Five Hispanic women sue NYPD over language interpreters

Case heard in Brooklyn federal court

June 27, 2013 By Claudia Torrens, Associated Press, with Charisma L. Miller, Esq., Brooklyn Daily Eagle, contributing Brooklyn Daily Eagle
Screen Shot 2013-06-27 at 2.49.21 PM.png
Share this:

The New York City Police Department has been sued in Brooklyn federal court for allegedly not providing a Spanish-speaking interpreter or a Spanish-speaking officer to assist in cases where the victims spoke little English.

Wendy Garcia called 911 after her boyfriend shoved her and slammed a door on her, she said. She asked for a Spanish-speaker because she spoke little English.

She was able to explain what happened to the operator, but when police arrived ato her Queens home, they spoke “no Spanish, only English,” and refused to get an interpreter, she said. Garcia, frustrated and crying, couldn’t explain to them what happened, and she says they ended up taking information from her abuser instead. She was nearly arrested, she said, and nothing happened to him.

The 34-year-old from Guatemala is taking action. Along with four other Hispanic women, she has filed a federal lawsuit against the police for failing to bring Spanish interpreters following separate domestic violence incidents at their homes during the past two years.

Subscribe to our newsletters

“I am afraid,” she told The Associated Press this week in Spanish. “I am afraid of retaliation, but I felt a necessity to speak out. My rights have been ignored,” she said.

At a hearing this week in Brooklyn federal court, the city said it planned to file a motion to dismiss.  Paul Browne, the chief spokesman for the NYPD, described the case as meritless and said that the NYPD has more foreign-language officers than any other department in the country.

Browne said the department has used a language service since the 1990s, at first for emergency calls made to 911 in foreign languages and more recently also in situations where an interpreter is needed in precincts and neighborhoods.

“In addition to having thousands of Spanish-speaking police officers on the job, the NYPD has recruited and enlisted members of the service in its volunteer translator program to assist the public and police in investigations and for other needs,” he said. Browne’s touting of the fact that many NYPD officers speak Spanish directly undercut by the facts emerging from a separate allegations against the NYPD that Spanish-speaking officers are reprimanded for speaking Spanish on the job.
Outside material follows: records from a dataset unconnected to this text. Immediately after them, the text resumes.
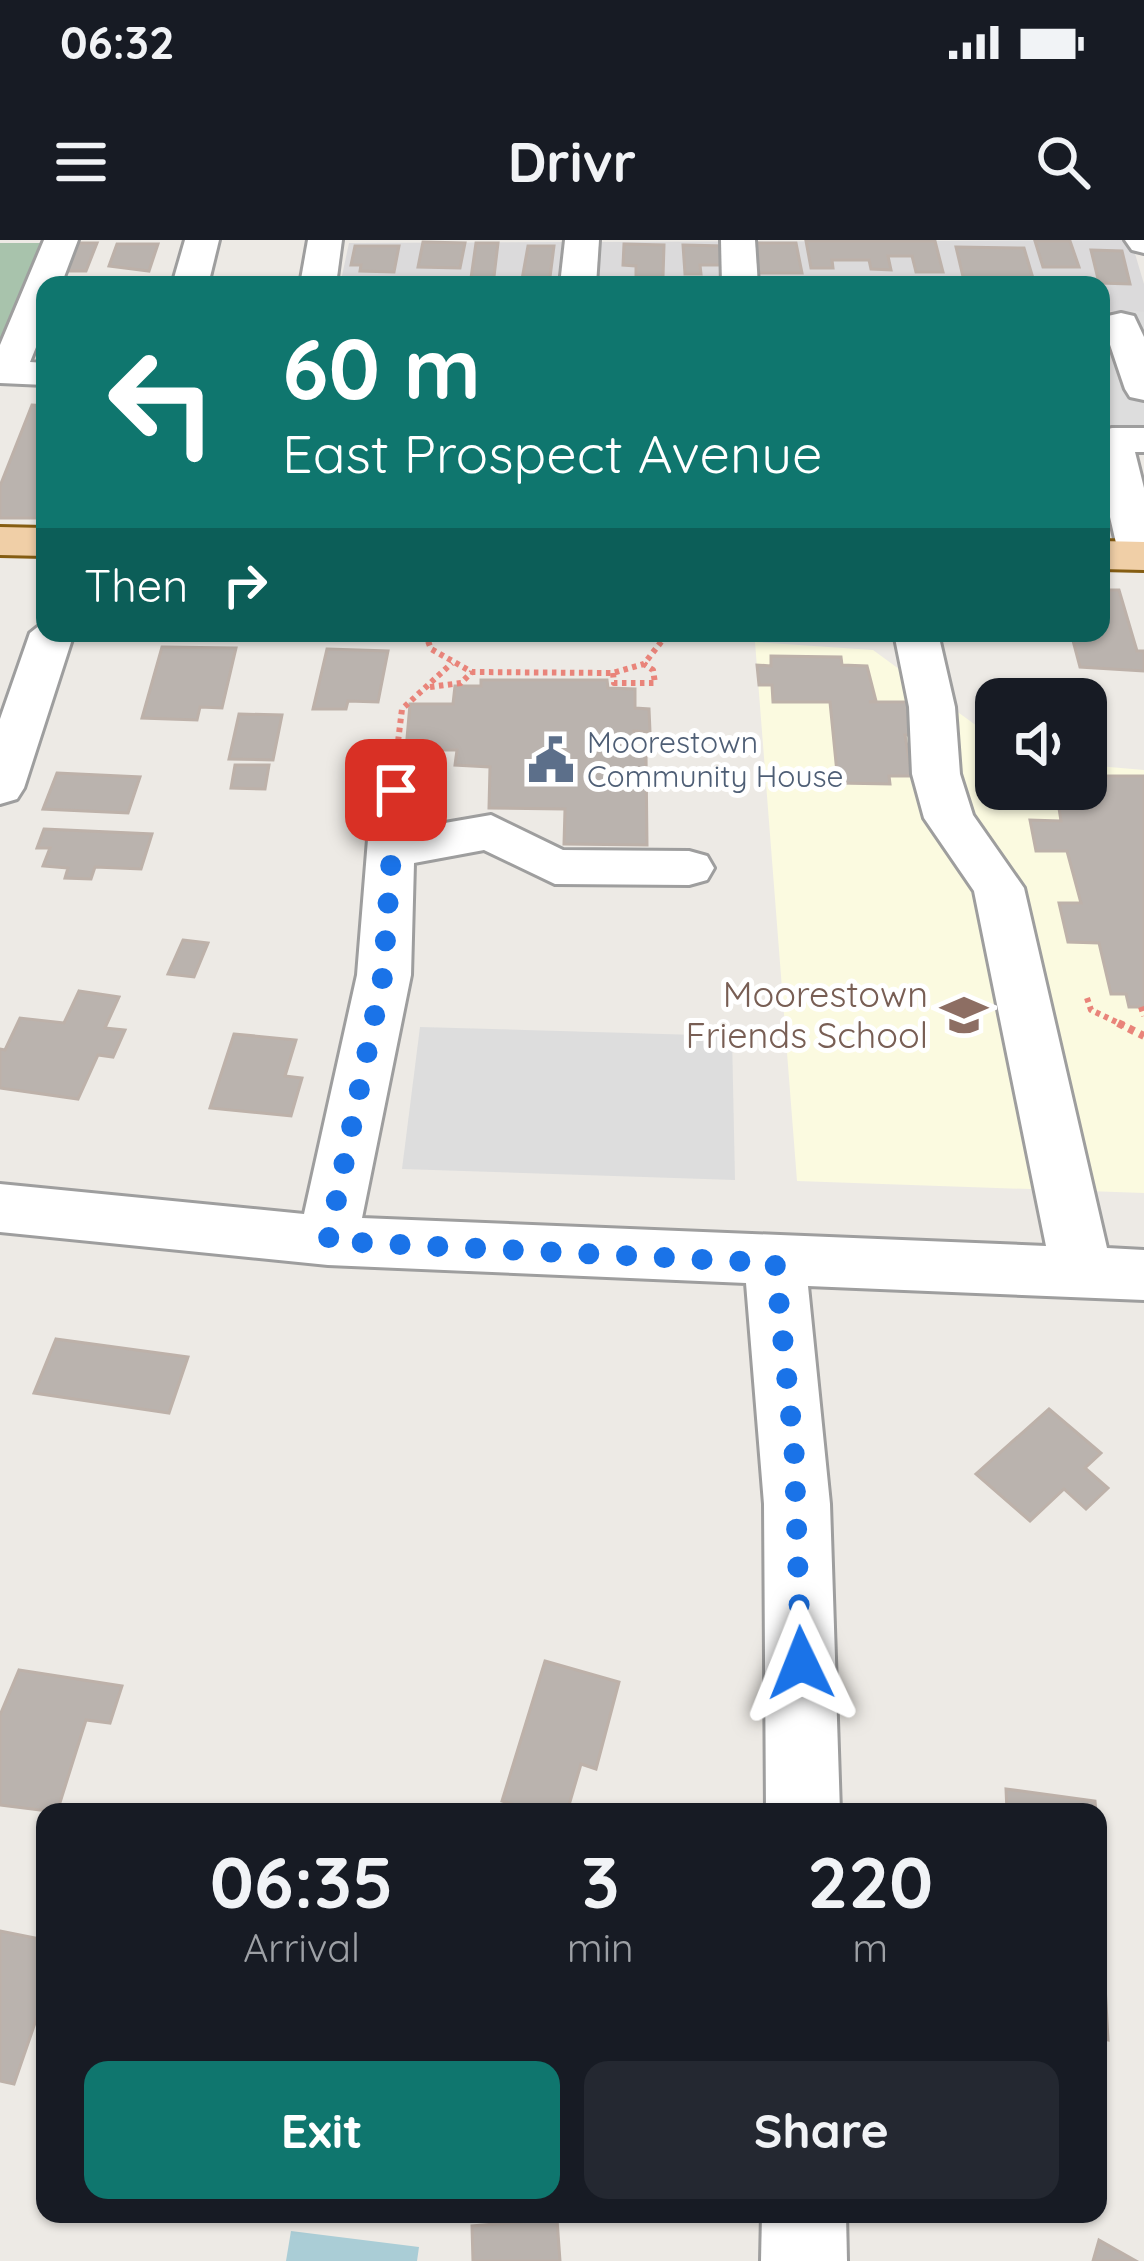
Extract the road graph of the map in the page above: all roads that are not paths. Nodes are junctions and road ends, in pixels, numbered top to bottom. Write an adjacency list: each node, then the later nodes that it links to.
1 (61, 240): 6 (street)
2 (202, 240): 7 (street)
3 (326, 240): 8 (street)
4 (582, 240): 9 (street)
5 (738, 240): 10 (street)
6 (46, 276)
7 (192, 276)
8 (319, 276)
9 (579, 276)
10 (740, 276)
11 (36, 302): 13 (street)
12 (1121, 324): 14 (street)
13 (36, 374)
14 (1144, 389)
15 (1119, 437): 18 (street)
16 (0, 541): 17 (main road)
17 (36, 542)
18 (1128, 556)
19 (49, 642): 22 (street)
20 (918, 642): 28 (street)
21 (397, 770): 23 (street)
22 (0, 788)
23 (388, 853): 24 (street); 26 (street)
24 (688, 868)
25 (3, 1217): 26 (street)
26 (328, 1241): 27 (street)
27 (775, 1263): 28 (street); 30 (street)
28 (1082, 1273): 29 (street)
29 (1144, 1275)
30 (803, 1803)
31 (804, 2223): 32 (street)
32 (804, 2261)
“We’re a 24/7 operation,” an NYPD spokesman told the Daily News in defense of an alleged NYPD English-only policy. “We should be speaking one voice, which is English.”
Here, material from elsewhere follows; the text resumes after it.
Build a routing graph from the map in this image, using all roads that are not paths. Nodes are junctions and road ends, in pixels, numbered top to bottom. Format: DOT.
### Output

The fact that law enforcement officials in the U.S. speak in Spanish has sometimes been criticized. The U.S. government banned Border Patrol agents from providing interpretation services for immigrants last year at the request of other agencies. Several activists had denounced the practice, alleging that agents used the opportunity to ask about the immigration status of people questioned.

Police Commissioner Raymond Kelly said the policy was dictated by federal law. “It’s anti-discrimination laws that say that there is an English-only requirement in the workplace,” Kelly said, adding that the department took no further action aside from a note in the officer’s file.

It is unclear how the NYPD will reconcile its English-only policy with its assertion that Spanish-speaking officers are utilized to assist the public.

Garcia and the other women — Yanahit Padilla, Arlet Macareno, Lina Carrion and Silvia Soriano — say that when they were abused by their partners, they tried to request help from Spanish-speakers, but responding officers spoke only English and didn’t offer interpreters.

They also accused the department of mocking and ridiculing them, and in some cases, listening only to the man’s versions of the events because it was in English. The women are from Mexico, Ecuador and Guatemala.

Macareno was arrested the night that she called police, though she said her husband pushed her and she fell down a flight of stairs. Padilla also was arrested after she called the police saying her boyfriend had beaten her.

The lawsuit claims that the police refused access to an interpreter for people with limited English, contrary to city policies that say officers must offer linguistic assistance to those who need it. The suit also argues that the police department “degrades, ridicules and otherwise mistreats limited-English-proficient individuals who request interpreter services, actively demeaning them for their lack of English proficiency.”

The suit, which seeks an unspecified amount of money, also asks for changes in the system. It was filed on behalf of the women by Legal Services NYC. The Violence Intervention Program, an organization that helps Hispanic victims of domestic violence, is also a plaintiff in the case.

Garcia, who has lived in the U.S. for 11 years, said that the night she called 911, police listened to the English version of the events from her boyfriend. That night, it was actually her boyfriend who filed a complaint against her with the police.

“I have rights,” she said. “One is the right to an interpreter. They should not have the right to humiliate people, Hispanics, who are undocumented,” she said.

According to the lawsuit brought by the women, nearly 25 percent of NYC residents over the age of 5 have limited English proficiency and require the language assistance services of the police department. Browne said that the most requested languages are Mandarin and Spanish.

A spokeswoman for the city’s law department said this week she expects the court will find these claims without merit, factually and legally.